It never ceases to amaze me how many companies in our industry simply do not resource this incredibly important skill for leaders and employees.

By John Gonzales

I recently conducted a training session for a mid-sized senior living company and had the opportunity to address approximately eighty licensed nursing professionals. Not being a physician or licensed nurse — and with my Red Cross CPR certification having just lapsed — I was a little nervous about the value my presentation would have for these clinical specialists.

Emotional Intelligence

The presentation was on my favorite subject, Emotional Intelligence in Senior Living. While I am confident and well-versed on the subject, I was concerned that the material would be redundant to many of the attendees. After all, these were senior living clinical experts. I was concerned that many of them would be bored, having heard it all before.

When I asked how many of them had attended any training on this topic, I was honestly shocked to see only three raised hands. Three . . . out of almost eighty senior housing clinical professionals.

The Training We Need

It never ceases to amaze me how many companies in our industry simply do not resource this incredibly important skill for leaders and employees. It’s not as if there is any scarcity of books, tapes, etc. on the subject. Wait, do people still buy tapes? I don’t think so, and that’s because of “disruptive innovation.”

This is another subject I am passionate about and something that is rapidly beginning to affect our own industry. But I digress. That’s a topic for another article. I get really excited about that topic too, and sometimes I allow it to affect me and impact my behavior (see what I did there?).

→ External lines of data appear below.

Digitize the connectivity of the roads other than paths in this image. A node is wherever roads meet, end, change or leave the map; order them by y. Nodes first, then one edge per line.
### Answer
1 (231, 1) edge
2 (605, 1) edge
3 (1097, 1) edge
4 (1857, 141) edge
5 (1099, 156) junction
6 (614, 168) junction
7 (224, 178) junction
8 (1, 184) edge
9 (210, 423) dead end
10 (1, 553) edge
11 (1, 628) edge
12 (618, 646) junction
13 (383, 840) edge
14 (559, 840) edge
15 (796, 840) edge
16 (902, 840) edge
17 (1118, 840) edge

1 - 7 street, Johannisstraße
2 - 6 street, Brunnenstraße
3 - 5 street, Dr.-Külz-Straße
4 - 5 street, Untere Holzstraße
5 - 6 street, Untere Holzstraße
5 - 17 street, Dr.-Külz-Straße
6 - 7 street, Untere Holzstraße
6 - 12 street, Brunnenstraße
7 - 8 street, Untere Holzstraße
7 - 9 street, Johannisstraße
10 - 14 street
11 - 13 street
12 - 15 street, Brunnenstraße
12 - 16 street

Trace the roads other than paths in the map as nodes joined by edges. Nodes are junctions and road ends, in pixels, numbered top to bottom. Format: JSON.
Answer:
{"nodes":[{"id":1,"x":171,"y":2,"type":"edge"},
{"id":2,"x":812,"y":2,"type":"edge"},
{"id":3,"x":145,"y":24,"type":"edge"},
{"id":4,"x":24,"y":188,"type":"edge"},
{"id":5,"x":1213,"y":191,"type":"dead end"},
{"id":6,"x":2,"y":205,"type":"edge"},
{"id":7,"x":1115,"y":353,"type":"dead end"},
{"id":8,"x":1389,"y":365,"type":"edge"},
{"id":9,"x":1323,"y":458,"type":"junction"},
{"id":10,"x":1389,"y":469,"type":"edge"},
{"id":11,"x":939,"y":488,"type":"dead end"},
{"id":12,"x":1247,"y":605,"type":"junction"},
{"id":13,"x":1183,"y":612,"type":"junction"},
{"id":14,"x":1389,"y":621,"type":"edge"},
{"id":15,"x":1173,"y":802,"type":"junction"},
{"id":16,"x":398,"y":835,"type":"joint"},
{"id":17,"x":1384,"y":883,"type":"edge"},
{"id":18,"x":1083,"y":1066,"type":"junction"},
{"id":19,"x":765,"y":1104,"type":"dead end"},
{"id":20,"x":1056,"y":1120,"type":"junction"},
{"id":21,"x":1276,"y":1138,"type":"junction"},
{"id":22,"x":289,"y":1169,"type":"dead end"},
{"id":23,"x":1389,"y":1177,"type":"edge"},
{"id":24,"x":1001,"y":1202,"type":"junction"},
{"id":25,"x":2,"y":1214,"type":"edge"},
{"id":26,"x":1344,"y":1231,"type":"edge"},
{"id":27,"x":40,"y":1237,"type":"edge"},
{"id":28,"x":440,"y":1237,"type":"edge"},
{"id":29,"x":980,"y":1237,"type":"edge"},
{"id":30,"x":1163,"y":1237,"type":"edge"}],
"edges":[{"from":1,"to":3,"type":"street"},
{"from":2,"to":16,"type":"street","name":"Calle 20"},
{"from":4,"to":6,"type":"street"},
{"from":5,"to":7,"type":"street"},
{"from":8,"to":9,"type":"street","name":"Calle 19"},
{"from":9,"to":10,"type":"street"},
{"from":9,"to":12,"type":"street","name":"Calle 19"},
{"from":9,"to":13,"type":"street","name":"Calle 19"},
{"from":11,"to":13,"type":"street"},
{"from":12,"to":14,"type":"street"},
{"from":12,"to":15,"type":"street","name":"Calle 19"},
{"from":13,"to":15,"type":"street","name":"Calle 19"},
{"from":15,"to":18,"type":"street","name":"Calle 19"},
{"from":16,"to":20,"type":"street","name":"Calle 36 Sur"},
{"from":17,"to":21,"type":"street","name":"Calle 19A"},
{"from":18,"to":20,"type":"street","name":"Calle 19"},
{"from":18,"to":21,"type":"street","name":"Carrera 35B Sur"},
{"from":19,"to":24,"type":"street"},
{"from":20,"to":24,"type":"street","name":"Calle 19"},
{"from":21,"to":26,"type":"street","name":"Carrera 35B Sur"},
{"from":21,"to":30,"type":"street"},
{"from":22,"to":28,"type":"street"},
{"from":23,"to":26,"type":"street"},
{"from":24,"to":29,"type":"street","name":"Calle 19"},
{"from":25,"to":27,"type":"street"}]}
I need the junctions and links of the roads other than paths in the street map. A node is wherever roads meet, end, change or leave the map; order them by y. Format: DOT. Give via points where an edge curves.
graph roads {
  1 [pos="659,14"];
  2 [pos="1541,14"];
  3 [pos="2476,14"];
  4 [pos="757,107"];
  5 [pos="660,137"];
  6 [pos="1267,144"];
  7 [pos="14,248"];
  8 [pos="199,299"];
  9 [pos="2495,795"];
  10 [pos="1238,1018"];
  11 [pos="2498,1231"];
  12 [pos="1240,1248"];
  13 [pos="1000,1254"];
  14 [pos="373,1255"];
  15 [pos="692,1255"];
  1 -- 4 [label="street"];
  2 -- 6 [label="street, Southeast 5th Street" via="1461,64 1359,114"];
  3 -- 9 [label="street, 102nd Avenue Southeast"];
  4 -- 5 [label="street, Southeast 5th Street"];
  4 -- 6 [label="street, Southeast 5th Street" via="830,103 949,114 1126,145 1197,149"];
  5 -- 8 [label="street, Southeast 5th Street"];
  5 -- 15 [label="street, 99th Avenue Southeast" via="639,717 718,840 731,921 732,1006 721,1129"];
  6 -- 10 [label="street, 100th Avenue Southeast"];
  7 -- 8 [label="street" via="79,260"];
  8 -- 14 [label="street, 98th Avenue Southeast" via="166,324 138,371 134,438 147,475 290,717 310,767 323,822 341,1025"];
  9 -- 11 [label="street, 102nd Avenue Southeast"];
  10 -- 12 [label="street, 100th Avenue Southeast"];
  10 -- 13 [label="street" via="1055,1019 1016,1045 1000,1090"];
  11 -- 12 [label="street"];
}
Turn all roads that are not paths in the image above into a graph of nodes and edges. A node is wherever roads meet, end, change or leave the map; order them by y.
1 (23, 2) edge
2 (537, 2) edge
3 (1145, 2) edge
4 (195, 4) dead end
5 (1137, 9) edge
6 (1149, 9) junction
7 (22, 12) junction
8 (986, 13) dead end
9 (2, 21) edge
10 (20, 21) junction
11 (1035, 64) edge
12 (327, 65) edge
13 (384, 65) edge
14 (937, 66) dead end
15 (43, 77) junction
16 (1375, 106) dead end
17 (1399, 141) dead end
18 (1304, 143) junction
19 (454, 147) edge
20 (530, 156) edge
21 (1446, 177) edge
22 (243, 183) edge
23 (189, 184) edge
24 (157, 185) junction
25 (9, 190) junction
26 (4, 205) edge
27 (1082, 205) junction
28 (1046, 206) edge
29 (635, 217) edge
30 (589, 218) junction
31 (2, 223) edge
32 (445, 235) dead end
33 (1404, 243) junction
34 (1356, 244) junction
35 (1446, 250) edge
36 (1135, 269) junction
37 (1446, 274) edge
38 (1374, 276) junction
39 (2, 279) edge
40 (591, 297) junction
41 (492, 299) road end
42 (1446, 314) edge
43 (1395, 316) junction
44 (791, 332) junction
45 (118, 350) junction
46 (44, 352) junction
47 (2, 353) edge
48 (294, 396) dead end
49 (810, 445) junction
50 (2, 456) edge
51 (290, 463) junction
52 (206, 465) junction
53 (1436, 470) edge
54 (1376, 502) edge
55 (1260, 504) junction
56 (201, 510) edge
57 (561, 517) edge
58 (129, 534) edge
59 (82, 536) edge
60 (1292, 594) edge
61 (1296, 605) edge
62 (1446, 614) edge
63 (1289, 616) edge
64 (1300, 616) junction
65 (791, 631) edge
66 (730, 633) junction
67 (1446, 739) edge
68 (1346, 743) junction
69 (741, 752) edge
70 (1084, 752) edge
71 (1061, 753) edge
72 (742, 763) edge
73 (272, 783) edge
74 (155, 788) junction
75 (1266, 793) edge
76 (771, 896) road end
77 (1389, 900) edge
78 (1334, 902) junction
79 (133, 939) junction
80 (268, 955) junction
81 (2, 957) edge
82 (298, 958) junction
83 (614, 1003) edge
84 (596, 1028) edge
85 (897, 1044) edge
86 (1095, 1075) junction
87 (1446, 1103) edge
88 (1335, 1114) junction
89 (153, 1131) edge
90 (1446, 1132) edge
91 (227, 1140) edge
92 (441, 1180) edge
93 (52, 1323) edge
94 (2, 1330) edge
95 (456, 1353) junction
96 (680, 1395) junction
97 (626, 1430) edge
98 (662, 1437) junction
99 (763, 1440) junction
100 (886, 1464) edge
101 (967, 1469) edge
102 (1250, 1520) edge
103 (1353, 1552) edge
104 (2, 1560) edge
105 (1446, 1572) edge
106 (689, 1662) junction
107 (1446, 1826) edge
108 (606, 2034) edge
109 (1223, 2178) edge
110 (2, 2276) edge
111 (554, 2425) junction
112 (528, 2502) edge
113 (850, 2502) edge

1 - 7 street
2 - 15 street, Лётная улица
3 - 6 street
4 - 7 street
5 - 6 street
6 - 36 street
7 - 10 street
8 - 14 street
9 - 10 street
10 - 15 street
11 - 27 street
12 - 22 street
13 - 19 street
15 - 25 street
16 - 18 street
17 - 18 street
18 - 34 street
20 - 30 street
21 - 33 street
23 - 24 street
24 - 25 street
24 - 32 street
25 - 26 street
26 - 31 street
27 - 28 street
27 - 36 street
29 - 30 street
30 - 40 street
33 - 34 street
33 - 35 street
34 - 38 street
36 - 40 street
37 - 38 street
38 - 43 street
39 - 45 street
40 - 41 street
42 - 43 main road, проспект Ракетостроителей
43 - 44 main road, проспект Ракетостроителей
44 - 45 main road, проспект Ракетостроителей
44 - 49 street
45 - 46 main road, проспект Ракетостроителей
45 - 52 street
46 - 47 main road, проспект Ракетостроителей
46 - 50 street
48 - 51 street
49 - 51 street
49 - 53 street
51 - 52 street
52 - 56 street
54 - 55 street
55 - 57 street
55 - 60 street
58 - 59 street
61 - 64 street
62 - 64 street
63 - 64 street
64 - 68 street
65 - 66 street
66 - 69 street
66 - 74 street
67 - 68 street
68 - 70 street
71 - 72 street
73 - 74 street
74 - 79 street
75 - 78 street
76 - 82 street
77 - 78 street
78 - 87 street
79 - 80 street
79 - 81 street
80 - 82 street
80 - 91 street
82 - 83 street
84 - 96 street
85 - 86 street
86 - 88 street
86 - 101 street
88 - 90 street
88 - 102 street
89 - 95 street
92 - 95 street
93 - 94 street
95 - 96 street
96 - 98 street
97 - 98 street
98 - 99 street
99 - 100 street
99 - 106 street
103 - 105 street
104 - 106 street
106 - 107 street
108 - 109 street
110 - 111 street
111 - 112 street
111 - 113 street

So why is it that so many leaders and employees in our industry are still not provided the training and opportunity to hone this skill? A skill that would provide them the ability to deal effectively with the vast spectrum of emotions with which they are faced. It doesn’t matter how big or small, every community deals with this issue and has this need.  

Am I exaggerating? Do you know of any Independent, Assisted Living or Memory Care community where tears are not shed regularly . . . where residents, families, and staff alike do not experience grief, guilt, fear, anger, among many other emotions as part of a routine day?  

Why then, are companies not equipping their most valuable assets to recognize, effectively process and manage through these powerful feelings, both in themselves and in others? Not with any small degree of sarcasm do I refer to this problem as Emotional Stupidity.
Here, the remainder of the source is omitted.